Responsiveness was another resounding theme of the morning. Even high-value information is no good if it comes too late or prevents other work from getting done. For Bob Gauvain, director of U.S. trading at Pioneer Investments - who has five screens on his desk - this applies both to transaction cost analysis (TCA) and algorithmic trading.
Gauvain says that when it comes to TCA, "Real time makes all the difference in the world." He explains that many systems can produce daily reports, but the information is not sufficient to allow traders to make same-day decisions because the reports take time to digest and analyze.
There is no question that algorithms are fast and efficient, but they are not always responsive. There still are times when it is best to have the ear of a sales trader on the other end of the line, according to Gauvain, even as an algorithm robotically - perhaps too robotically - works its way through the marketplace.
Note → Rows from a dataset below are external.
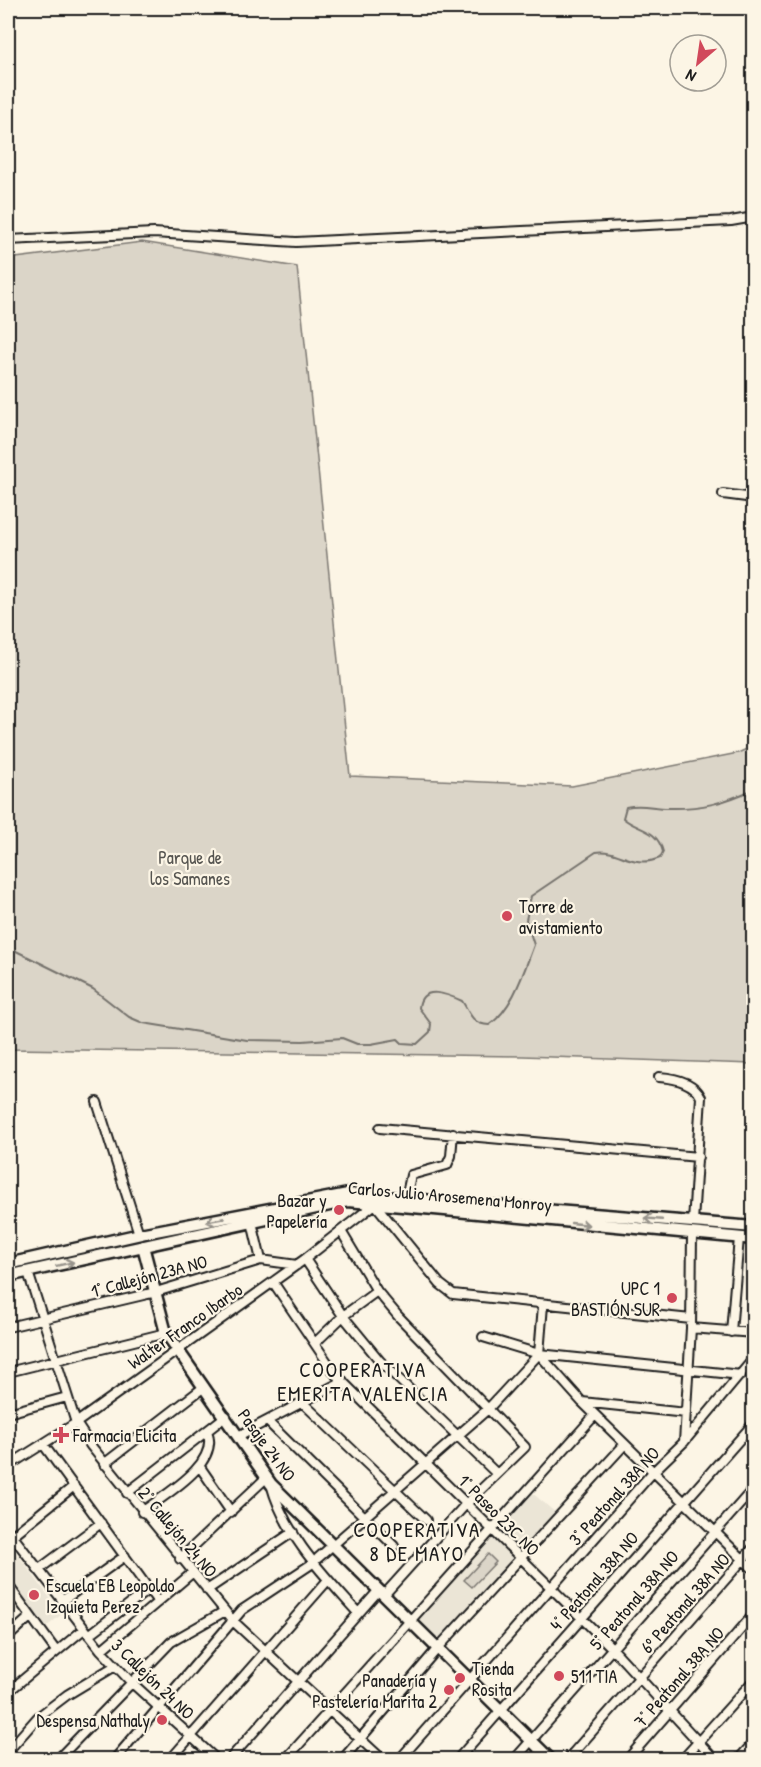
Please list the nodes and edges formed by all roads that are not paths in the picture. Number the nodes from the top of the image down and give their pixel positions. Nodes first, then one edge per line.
1 (753, 217) edge
2 (8, 240) edge
3 (723, 494) dead end
4 (753, 498) edge
5 (659, 1077) dead end
6 (97, 1102) dead end
7 (380, 1128) dead end
8 (453, 1133) junction
9 (698, 1157) junction
10 (406, 1198) junction
11 (375, 1200) junction
12 (252, 1222) junction
13 (693, 1222) junction
14 (753, 1227) edge
15 (341, 1232) junction
16 (142, 1234) junction
17 (692, 1235) junction
18 (739, 1238) junction
19 (753, 1239) edge
20 (146, 1246) junction
21 (305, 1259) junction
22 (261, 1260) junction
23 (8, 1264) edge
24 (297, 1265) junction
25 (28, 1272) junction
26 (8, 1276) edge
27 (273, 1282) junction
28 (376, 1291) junction
29 (156, 1292) junction
30 (543, 1305) junction
31 (343, 1316) junction
32 (43, 1319) junction
33 (691, 1319) junction
34 (8, 1327) edge
35 (691, 1328) junction
36 (731, 1332) junction
37 (166, 1333) junction
38 (753, 1333) edge
39 (483, 1337) dead end
40 (315, 1343) junction
41 (178, 1349) junction
42 (539, 1354) junction
43 (753, 1358) edge
44 (56, 1360) junction
45 (689, 1369) junction
46 (8, 1372) edge
47 (741, 1375) junction
48 (343, 1381) junction
49 (204, 1387) junction
50 (67, 1397) junction
51 (302, 1402) junction
52 (582, 1402) junction
53 (488, 1409) junction
54 (8, 1413) edge
55 (686, 1413) junction
56 (596, 1415) junction
57 (226, 1416) junction
58 (267, 1420) junction
59 (76, 1423) junction
60 (753, 1423) edge
61 (207, 1431) junction
62 (458, 1435) junction
63 (238, 1436) junction
64 (684, 1442) junction
65 (43, 1444) junction
66 (625, 1444) junction
67 (424, 1462) junction
68 (104, 1464) junction
69 (8, 1466) edge
70 (200, 1467) junction
71 (653, 1472) junction
72 (497, 1474) junction
73 (269, 1481) junction
74 (74, 1486) junction
75 (753, 1488) edge
76 (393, 1490) junction
77 (127, 1493) junction
78 (684, 1502) junction
79 (466, 1504) junction
80 (142, 1512) junction
81 (231, 1512) junction
82 (363, 1518) junction
83 (426, 1520) dead end
84 (101, 1523) junction
85 (492, 1529) junction
86 (293, 1532) junction
87 (715, 1532) junction
88 (10, 1533) edge
89 (333, 1545) junction
90 (394, 1546) dead end
91 (753, 1547) edge
92 (125, 1556) junction
93 (180, 1558) junction
94 (521, 1558) junction
95 (743, 1559) junction
96 (315, 1561) junction
97 (38, 1570) junction
98 (753, 1570) edge
99 (192, 1573) junction
100 (328, 1580) junction
101 (8, 1586) edge
102 (551, 1588) junction
103 (149, 1589) junction
104 (207, 1590) junction
105 (382, 1593) junction
106 (63, 1601) junction
107 (158, 1602) junction
108 (225, 1611) junction
109 (358, 1613) junction
110 (753, 1614) edge
111 (30, 1617) junction
112 (582, 1618) junction
113 (233, 1621) junction
114 (410, 1621) junction
115 (86, 1632) junction
116 (8, 1637) edge
117 (438, 1648) junction
118 (612, 1648) junction
119 (101, 1650) junction
120 (265, 1650) junction
121 (56, 1651) junction
122 (115, 1666) junction
123 (641, 1677) junction
124 (470, 1680) junction
125 (753, 1680) edge
126 (298, 1681) junction
127 (131, 1682) junction
128 (8, 1692) edge
129 (160, 1708) junction
130 (330, 1710) junction
131 (501, 1710) junction
132 (670, 1710) junction
133 (192, 1736) junction
134 (361, 1739) junction
135 (531, 1740) junction
136 (698, 1742) junction
137 (753, 1742) edge
138 (8, 1751) edge
139 (57, 1760) edge
140 (114, 1760) edge
141 (170, 1760) edge
142 (217, 1760) edge
143 (229, 1760) edge
144 (285, 1760) edge
145 (342, 1760) edge
146 (383, 1760) edge
147 (399, 1760) edge
148 (457, 1760) edge
149 (514, 1760) edge
150 (551, 1760) edge
151 (567, 1760) edge
152 (627, 1760) edge
153 (682, 1760) edge
154 (714, 1760) edge
155 (738, 1760) edge

1 - 2 street
3 - 4 street
5 - 9 street
6 - 16 street
7 - 8 street
8 - 9 street
8 - 10 street
9 - 13 street
10 - 11 main road, Carlos Julio Arosemena Monroy
13 -> 10 main road, Carlos Julio Arosemena Monroy
11 - 12 main road, Carlos Julio Arosemena Monroy
11 - 15 street, Walter Franco Ibarbo
11 -> 16 main road, Carlos Julio Arosemena Monroy
11 -> 17 main road, Carlos Julio Arosemena Monroy
11 - 30 street
12 - 20 main road, Carlos Julio Arosemena Monroy
12 - 22 street
13 - 14 main road, Carlos Julio Arosemena Monroy
15 - 21 street, Walter Franco Ibarbo
15 - 28 street
16 - 20 main road, Pasaje 24 NO
16 - 23 main road, Carlos Julio Arosemena Monroy
17 - 18 main road, Carlos Julio Arosemena Monroy
17 - 33 street
18 - 19 main road, Carlos Julio Arosemena Monroy
18 - 36 street
25 -> 20 main road, Carlos Julio Arosemena Monroy
20 - 29 main road, Pasaje 24 NO
21 - 24 street, Walter Franco Ibarbo
21 - 31 street
22 - 24 street, 1° Callejón 23A NO
22 - 29 street, 1° Callejón 23A NO
24 - 27 street, Walter Franco Ibarbo
25 - 26 main road, Carlos Julio Arosemena Monroy
25 - 32 street, 2° Callejón 24 NO
27 - 40 street, 1° Paseo 23C NO
27 - 41 street, Walter Franco Ibarbo
28 - 31 street
28 - 53 street
29 - 32 street, 1° Callejón 23A NO
29 - 37 main road, Pasaje 24 NO
30 - 33 street
30 - 42 street
31 - 40 street
31 - 62 street
32 - 34 street, 1° Callejón 23A NO
32 - 44 street, 2° Callejón 24 NO
33 - 35 street
35 - 36 street
35 - 45 street
36 - 38 street
37 - 41 main road, Pasaje 24 NO
37 - 44 street
39 - 42 street
40 - 48 street, 1° Paseo 23C NO
41 - 49 main road, Pasaje 24 NO
41 - 59 street, Walter Franco Ibarbo
42 - 45 street
42 - 52 street
42 - 53 street
43 - 47 street, 3° Peatonal 38A NO
44 - 46 street
44 - 50 street, 2° Callejón 24 NO
45 - 47 street
45 - 55 street
47 - 64 street, 3° Peatonal 38A NO
48 - 51 street
48 - 67 street, 1° Paseo 23C NO
49 - 57 main road, Pasaje 24 NO
49 - 68 street
50 - 54 street
50 - 59 street, 2° Callejón 24 NO
51 - 58 street
51 - 76 street
52 - 55 street
52 - 56 street
53 - 62 street
53 - 72 street
55 - 64 street
56 - 66 street
56 - 85 street
57 - 61 street
57 - 63 main road, Pasaje 24 NO
58 - 63 street
58 - 82 street
59 - 65 street, Walter Franco Ibarbo
59 - 68 street, 2° Callejón 24 NO
60 - 78 street, 4° Peatonal 38A NO
61 - 70 street
61 - 77 street
62 - 67 street
62 - 72 street
63 - 73 main road, Pasaje 24 NO
64 - 71 street, 3° Peatonal 38A NO
65 - 69 street, Walter Franco Ibarbo
65 - 74 street
66 - 71 street
66 - 94 street
67 - 76 street
67 - 79 street, 1° Paseo 23C NO
68 - 77 street, 2° Callejón 24 NO
70 - 80 street
70 - 81 street
71 - 78 street
71 - 102 street, 3° Peatonal 38A NO
72 - 79 street
73 - 81 street
73 - 86 street
73 - 89 main road, Pasaje 24 NO
74 - 84 street
74 - 88 street
75 - 87 street, 5° Peatonal 38A NO
76 - 82 street
76 - 83 street
77 - 80 street, 2° Callejón 24 NO
78 - 87 street
78 - 112 street, 4° Peatonal 38A NO
79 - 85 street, 1° Paseo 23C NO
79 - 105 street
80 - 93 street, 2° Callejón 24 NO
81 - 93 street
82 - 89 street
82 - 90 street
84 - 92 street
84 - 97 street
85 - 94 street, 1° Paseo 23C NO
85 - 114 street
86 - 96 street
86 - 104 street
87 - 95 street
87 - 118 street, 5° Peatonal 38A NO
88 - 97 street, 3 Callejón 24 NO
89 - 96 street
89 - 105 main road, Pasaje 24 NO
91 - 95 street, 6º Peatonal 38A NO
92 - 103 street
92 - 106 street
93 - 99 street, 2° Callejón 24 NO
94 - 102 street, 1° Paseo 23C NO
94 - 117 street
95 - 98 street
95 - 123 street, 6º Peatonal 38A NO
96 - 100 street
96 - 113 street
97 - 106 street, 3 Callejón 24 NO
99 - 104 street, 2° Callejón 24 NO
99 - 107 street
100 - 109 street
100 - 120 street
101 - 111 street
102 - 112 street, 1° Paseo 23C NO
102 - 124 street, 3° Peatonal 38A NO
103 - 107 street
103 - 115 street
104 - 108 street, 2° Callejón 24 NO
105 - 109 street
105 - 114 main road, Pasaje 24 NO
106 - 115 street, 3 Callejón 24 NO
107 - 119 street
108 - 113 street, 2° Callejón 24 NO
108 - 127 street
109 - 126 street
110 - 132 street, 7° Peatonal 38A NO
111 - 116 street
111 - 121 street
112 - 118 street, 1° Paseo 23C NO
112 - 131 street, 4° Peatonal 38A NO
113 - 120 street, 2° Callejón 24 NO
113 - 129 street
114 - 117 main road, Pasaje 24 NO
114 - 130 street
115 - 119 street, 3 Callejón 24 NO
115 - 121 street
117 - 124 main road, Pasaje 24 NO
117 - 134 street
118 - 123 street, 1° Paseo 23C NO
118 - 135 street, 5° Peatonal 38A NO
119 - 122 street, 3 Callejón 24 NO
120 - 126 street, 2° Callejón 24 NO
120 - 133 street
121 - 128 street
122 - 127 street, 3 Callejón 24 NO
122 - 138 street
123 - 132 street, 1° Paseo 23C NO
123 - 151 street, 6º Peatonal 38A NO
124 - 131 main road, Pasaje 24 NO
124 - 147 street, 3° Peatonal 38A NO
125 - 136 street
126 - 130 street, 2° Callejón 24 NO
126 - 143 street
127 - 129 street, 3 Callejón 24 NO
127 - 139 street
129 - 133 street, 3 Callejón 24 NO
129 - 140 street
130 - 134 street, 2° Callejón 24 NO
130 - 144 street
131 - 135 main road, Pasaje 24 NO
131 - 148 street, 4° Peatonal 38A NO
132 - 136 street, 1° Paseo 23C NO
132 - 152 street, 7° Peatonal 38A NO
133 - 141 street
133 - 142 street, 3 Callejón 24 NO
134 - 145 street
134 - 146 street, 2° Callejón 24 NO
135 - 149 street, 5° Peatonal 38A NO
135 - 150 main road, Pasaje 24 NO
136 - 153 street
136 - 154 street, 1° Paseo 23C NO
137 - 155 street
"Algorithms have to take the role of a sales trader," said Gauvain, who noted that his firm plans to increase its use of algorithms from 20 percent of total volume currently to 50 percent in the coming years. "Things change in the course of a day; you have to be able to change what you are doing and react. Right now, there are algorithms where, if you want to cancel and replace an order, you lose your place in the markets - that is 5 minutes you are not there. You want the algorithm to be a sales trader that you are manipulating."
The traders also felt that, largely due to the prevalence of technology that is empowering the buy side, the role of the sell-side sales trader is changing from a simple account manager and sales agent to more of a consultant who can guide buy siders through the fog of options available to them in a market with thinning margins and increasing regulatory demands. As profits narrow and brokers reduce head count, Gauvain noted, many sell-side traders and technologists now are coming over to the buy side. Having observed this trend in combination with the shift toward unbundling of research, Gauvain foresees that "smaller and midtier firms may look at their business models and see that they can get paid without having the trading desk and become more of a boutique."